Before advanced technology to get cool we had to rely on relative simple and natural solutions. These weren’t rocket science and it’s no wonder most civilisations around the world have settled around water – often the only way to cool ourselves would be to be near some kind of body of water. That’s great if you were lucky enough to be water, but what if you weren’t? The next obvious thing would be to find shade. The ingenious method of finding a tree with some shade, pulling your hat over your eyes to grab a little bit of sleep and escape the heat is still a popular method used to this day.
Other than these natural solutions, some of the first technologies to escape the heat were relatively simple. Water fountains began to appear from the early 1800’s. These were often used for more than simply drinking water. In the heat of summer crowds could be found gathering around to find some relief – unfortunately this also became a place for illness to spread easily, especially considering these fountains were shared with horses and other animals in this day.
High ceilings, other than being an awe-inspiring design, were also designed to allow the hot air to rise. Ever been in an old stone church with a high ceiling? Surprisingly cool and refreshing on a hot stifling day.
Ice would be collected from frozen lakes and snowy mountains and stored as blocks cool rooms called Ice houses often for months and could then be distributed as needed.
However, the first real progress into developing air conditioning as we know today happened around the 1840’s. Physician and inventor Dr. John Gorrie believed that if they could figure out how to make cities cooler, patients could be relieved of diseases such as malaria. The need to ship ice all the way from the northern United States to Florida proved to be an expensive solution not the most logistical. His experiments into making artificial cooling systems – his design utilised creating ice using a compressor powered by a horse, water, wind-driven sails or steam – never came into fruition but laid the foundation for modern air conditioning as we know it.

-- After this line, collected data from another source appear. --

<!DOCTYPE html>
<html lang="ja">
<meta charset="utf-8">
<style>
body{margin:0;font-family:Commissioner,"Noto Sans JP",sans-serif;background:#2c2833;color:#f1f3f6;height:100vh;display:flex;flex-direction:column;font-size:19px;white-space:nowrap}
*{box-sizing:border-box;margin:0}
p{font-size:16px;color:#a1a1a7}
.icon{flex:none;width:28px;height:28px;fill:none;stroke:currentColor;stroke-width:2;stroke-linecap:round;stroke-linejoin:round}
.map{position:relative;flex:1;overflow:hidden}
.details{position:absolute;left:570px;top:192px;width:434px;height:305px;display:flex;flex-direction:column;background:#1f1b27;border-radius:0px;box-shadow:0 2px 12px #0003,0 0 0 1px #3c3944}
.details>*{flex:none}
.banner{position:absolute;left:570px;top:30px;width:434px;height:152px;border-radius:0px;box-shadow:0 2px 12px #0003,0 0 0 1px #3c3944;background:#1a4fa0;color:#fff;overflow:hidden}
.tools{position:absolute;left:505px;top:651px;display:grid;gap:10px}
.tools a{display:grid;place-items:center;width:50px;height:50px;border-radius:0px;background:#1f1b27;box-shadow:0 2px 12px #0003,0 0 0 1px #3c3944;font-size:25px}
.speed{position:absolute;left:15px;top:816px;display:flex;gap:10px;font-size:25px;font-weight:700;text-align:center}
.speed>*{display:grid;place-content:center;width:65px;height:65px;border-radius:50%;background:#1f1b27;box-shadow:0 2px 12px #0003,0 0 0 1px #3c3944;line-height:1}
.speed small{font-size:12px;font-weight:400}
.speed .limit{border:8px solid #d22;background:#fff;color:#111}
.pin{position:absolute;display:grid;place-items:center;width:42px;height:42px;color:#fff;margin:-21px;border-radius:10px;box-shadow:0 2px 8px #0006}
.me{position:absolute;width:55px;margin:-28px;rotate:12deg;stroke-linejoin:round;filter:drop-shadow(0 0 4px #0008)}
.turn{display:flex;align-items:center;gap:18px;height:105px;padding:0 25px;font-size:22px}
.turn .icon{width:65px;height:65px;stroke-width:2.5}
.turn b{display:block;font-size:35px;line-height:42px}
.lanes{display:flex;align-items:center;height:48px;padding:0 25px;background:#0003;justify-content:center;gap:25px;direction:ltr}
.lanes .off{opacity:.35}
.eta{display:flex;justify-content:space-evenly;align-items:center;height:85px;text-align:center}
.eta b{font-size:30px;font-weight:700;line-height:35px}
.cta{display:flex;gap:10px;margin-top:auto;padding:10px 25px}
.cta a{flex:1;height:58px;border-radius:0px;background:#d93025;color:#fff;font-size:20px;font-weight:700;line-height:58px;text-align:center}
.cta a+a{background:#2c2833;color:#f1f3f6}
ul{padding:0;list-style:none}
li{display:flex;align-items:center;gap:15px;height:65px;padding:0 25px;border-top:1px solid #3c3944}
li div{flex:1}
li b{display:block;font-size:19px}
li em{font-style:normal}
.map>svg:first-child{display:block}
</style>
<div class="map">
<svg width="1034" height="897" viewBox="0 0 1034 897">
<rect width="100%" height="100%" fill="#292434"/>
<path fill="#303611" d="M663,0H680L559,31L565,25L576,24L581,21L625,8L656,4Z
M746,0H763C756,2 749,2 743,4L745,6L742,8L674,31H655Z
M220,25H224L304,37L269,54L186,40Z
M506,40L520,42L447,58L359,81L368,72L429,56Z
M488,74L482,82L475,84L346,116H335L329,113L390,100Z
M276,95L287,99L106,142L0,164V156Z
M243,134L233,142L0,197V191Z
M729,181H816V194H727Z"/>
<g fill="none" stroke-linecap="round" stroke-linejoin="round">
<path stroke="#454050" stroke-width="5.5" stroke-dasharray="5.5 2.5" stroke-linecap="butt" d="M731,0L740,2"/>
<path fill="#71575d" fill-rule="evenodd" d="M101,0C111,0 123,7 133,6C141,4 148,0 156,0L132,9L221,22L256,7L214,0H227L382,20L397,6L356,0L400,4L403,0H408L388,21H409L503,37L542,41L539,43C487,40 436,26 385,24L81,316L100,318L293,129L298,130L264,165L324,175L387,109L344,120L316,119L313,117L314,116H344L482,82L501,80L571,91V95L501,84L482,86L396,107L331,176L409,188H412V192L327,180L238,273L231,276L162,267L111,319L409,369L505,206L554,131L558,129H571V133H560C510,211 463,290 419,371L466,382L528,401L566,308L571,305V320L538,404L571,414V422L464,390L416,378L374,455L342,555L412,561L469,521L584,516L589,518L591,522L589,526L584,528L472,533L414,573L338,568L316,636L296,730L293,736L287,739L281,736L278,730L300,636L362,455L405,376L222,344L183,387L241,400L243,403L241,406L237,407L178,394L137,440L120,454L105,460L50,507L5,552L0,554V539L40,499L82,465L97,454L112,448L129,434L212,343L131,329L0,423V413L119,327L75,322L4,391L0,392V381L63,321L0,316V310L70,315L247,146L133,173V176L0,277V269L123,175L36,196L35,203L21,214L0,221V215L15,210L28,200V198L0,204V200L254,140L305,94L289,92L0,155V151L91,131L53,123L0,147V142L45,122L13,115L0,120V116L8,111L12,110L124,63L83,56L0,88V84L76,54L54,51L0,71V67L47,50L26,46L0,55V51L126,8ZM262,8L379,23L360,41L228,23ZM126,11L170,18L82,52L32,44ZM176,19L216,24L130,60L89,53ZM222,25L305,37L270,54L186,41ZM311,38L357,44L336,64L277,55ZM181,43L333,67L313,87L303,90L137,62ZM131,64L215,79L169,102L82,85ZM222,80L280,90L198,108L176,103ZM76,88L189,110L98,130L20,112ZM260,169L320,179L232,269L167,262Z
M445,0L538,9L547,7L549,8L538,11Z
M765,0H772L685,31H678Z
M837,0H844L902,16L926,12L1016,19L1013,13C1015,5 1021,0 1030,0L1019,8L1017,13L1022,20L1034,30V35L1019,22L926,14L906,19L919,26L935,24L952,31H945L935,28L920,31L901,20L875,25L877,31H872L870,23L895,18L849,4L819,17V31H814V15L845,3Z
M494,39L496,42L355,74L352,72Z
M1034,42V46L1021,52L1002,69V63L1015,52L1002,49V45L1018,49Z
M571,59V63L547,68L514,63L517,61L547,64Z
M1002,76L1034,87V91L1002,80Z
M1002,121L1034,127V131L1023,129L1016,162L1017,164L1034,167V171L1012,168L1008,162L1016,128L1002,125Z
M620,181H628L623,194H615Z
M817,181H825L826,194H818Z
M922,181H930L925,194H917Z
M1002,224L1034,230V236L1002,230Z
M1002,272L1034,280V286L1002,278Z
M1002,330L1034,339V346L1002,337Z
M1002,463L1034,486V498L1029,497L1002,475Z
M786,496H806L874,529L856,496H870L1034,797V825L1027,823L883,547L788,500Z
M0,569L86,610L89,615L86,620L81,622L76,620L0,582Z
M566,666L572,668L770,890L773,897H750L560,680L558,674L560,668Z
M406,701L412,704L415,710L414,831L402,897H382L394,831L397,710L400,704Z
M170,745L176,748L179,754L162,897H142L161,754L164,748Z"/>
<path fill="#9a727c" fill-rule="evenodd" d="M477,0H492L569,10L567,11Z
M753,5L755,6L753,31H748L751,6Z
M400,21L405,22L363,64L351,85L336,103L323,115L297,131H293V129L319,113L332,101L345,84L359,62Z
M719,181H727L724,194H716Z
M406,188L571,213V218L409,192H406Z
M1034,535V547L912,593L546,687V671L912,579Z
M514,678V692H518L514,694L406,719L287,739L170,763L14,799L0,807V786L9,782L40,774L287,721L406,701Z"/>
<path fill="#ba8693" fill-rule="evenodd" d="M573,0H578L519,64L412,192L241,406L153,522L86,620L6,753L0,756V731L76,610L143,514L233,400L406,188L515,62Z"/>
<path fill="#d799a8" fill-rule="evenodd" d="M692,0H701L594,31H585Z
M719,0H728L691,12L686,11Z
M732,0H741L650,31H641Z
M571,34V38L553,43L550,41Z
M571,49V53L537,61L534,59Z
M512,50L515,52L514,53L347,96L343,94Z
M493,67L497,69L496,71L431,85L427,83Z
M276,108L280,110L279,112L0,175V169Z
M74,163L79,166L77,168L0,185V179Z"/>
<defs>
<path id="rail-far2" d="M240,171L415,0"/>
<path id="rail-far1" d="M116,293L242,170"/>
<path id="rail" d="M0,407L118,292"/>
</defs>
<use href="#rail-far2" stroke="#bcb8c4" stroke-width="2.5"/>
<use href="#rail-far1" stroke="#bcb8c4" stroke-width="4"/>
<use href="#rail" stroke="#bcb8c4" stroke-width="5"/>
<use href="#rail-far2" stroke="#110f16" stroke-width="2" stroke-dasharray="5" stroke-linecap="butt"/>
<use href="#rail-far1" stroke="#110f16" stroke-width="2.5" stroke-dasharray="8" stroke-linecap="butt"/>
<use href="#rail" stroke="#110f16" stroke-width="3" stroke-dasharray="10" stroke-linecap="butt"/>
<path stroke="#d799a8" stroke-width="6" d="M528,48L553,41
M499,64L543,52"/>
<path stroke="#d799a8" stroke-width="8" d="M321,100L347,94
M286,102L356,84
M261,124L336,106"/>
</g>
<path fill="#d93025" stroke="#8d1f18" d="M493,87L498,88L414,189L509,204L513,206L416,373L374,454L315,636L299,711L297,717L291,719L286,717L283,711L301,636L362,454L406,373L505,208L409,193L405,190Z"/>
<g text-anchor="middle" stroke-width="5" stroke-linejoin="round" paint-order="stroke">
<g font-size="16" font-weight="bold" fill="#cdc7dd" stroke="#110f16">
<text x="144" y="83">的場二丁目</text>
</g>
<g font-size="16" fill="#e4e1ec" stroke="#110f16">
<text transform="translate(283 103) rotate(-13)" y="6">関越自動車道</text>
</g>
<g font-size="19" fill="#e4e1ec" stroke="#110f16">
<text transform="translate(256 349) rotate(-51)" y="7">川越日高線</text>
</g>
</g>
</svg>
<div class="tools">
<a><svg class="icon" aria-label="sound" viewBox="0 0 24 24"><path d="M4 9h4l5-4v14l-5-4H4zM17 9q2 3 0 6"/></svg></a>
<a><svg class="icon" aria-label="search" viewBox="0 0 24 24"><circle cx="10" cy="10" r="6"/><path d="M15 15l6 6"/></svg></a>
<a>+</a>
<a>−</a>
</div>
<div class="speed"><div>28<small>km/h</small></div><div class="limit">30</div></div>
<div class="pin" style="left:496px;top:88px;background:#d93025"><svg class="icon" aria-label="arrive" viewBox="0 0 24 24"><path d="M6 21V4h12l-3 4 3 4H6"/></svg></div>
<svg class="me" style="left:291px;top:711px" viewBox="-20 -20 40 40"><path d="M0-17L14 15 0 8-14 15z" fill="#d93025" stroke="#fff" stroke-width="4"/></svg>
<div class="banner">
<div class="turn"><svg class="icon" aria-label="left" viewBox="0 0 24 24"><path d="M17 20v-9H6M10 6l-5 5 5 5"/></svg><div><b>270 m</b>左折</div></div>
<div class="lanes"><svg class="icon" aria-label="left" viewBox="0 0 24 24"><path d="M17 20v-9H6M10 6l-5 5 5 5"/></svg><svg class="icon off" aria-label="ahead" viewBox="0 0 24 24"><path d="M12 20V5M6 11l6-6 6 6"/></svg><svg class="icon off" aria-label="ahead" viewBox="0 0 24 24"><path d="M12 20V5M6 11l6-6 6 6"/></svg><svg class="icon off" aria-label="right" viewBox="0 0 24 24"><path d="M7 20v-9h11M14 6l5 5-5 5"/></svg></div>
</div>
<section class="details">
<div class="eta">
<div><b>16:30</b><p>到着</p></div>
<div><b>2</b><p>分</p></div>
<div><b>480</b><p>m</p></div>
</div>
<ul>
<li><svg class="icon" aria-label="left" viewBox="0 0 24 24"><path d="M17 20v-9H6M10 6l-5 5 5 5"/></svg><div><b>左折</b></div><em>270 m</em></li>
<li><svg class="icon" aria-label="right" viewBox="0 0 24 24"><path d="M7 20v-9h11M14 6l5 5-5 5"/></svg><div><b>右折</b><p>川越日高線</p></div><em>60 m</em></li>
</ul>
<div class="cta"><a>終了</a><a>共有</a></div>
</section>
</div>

Strange how history works.Turns out wrinkled magazines had a significant role to play in Air conditioning coming to our world. Willis Carrier was engineer employed by the Buffalo Forge Company in 1902 to solve a humidity problem that was causing magazines to wrinkle. After lots of experimentation he designed a system that could control humidity using cooling coils which either humidified (heating water) or dehumidified (cooling water) air. As this developed he patented an automatic control system that could regulate humidity and temperature of air.
It wasn’t long until the concept of “comfort cooling” entered into the American public sphere. This happened at the same time Cinema was exploding around the country and the western world, and part of the thrill of seeing a movie was likely the same thrill of being inside a room to escape the sometimes unbearable heat. Early AC units however left the upper floors hot and muggy, while the lower floors were left shivering. In 1922 the Rivoli Theater in New York introduced a system that used a centrifugal chiller which had fewer parts than previous systems and so increased the reliability as well as lowering the cost of large-scale air-conditioners.
Despite these advancements, these systems were too large and costly for homes. It wasn’t until Frank Faust improved on Frigidaire’s clunky split-system room cooler to design a self-contained room cooler that air-conditioning first entered the home environment – though not at high numbers due to high cost. Henry Galson developed a more compact and inexpensive version of Schultz and Sherman developed an AC unit that could sit on window ledge. By 1947, 43,000 units had been sold and by the late 1960’s most new homes came with central air-conditioning, and window AC units were more popular and widespread than ever.
Bit by bit Air Conditioning has become more and more energy efficient, in fact, it’s estimated that air conditioners bought today are about 50% more energy efficient than they were in the 1990’s. With the current concerns about Climate change, there’s little doubt that this efficiency will increase more and more in the future.